● **Excerpted records**

+-------+

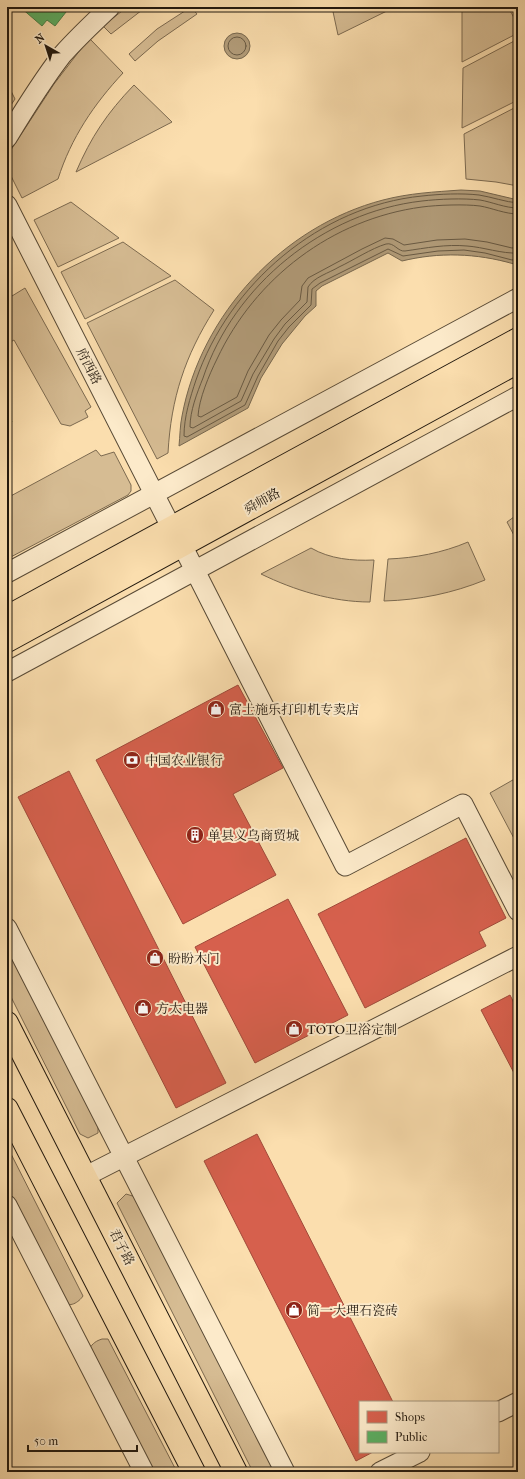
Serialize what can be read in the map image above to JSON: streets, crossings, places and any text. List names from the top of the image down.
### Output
{
  "streets": {
    "main road": ["舜师路", "君子路"],
    "street": ["府西路"]
  },
  "crossings": [
    ["府西路", "舜师路"]
  ],
  "places": {
    "shop": [
      "富士施乐打印机专卖店",
      "盼盼木门",
      "方太电器",
      "TOTO卫浴定制",
      "简一大理石瓷砖"
    ],
    "bank": ["中国农业银行"],
    "building": ["单县义乌商贸城"]
  },
  "legend": ["Shops", "Public"],
  "scale_bar": "50 m",
  "north": "top left"
}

+-------+

The entire listing above, word for word and without pictures, is what should be output.

Serialize what can be read in the map image above to JSON: streets, crossings, places and any text. List names from the top of the image down.
### Output
{
  "streets": {
    "main road": ["舜师路", "君子路"],
    "street": ["府西路"]
  },
  "crossings": [
    ["府西路", "舜师路"]
  ],
  "places": {
    "shop": [
      "富士施乐打印机专卖店",
      "盼盼木门",
      "方太电器",
      "TOTO卫浴定制",
      "简一大理石瓷砖"
    ],
    "bank": ["中国农业银行"],
    "building": ["单县义乌商贸城"]
  },
  "legend": ["Shops", "Public"],
  "scale_bar": "50 m",
  "north": "top left"
}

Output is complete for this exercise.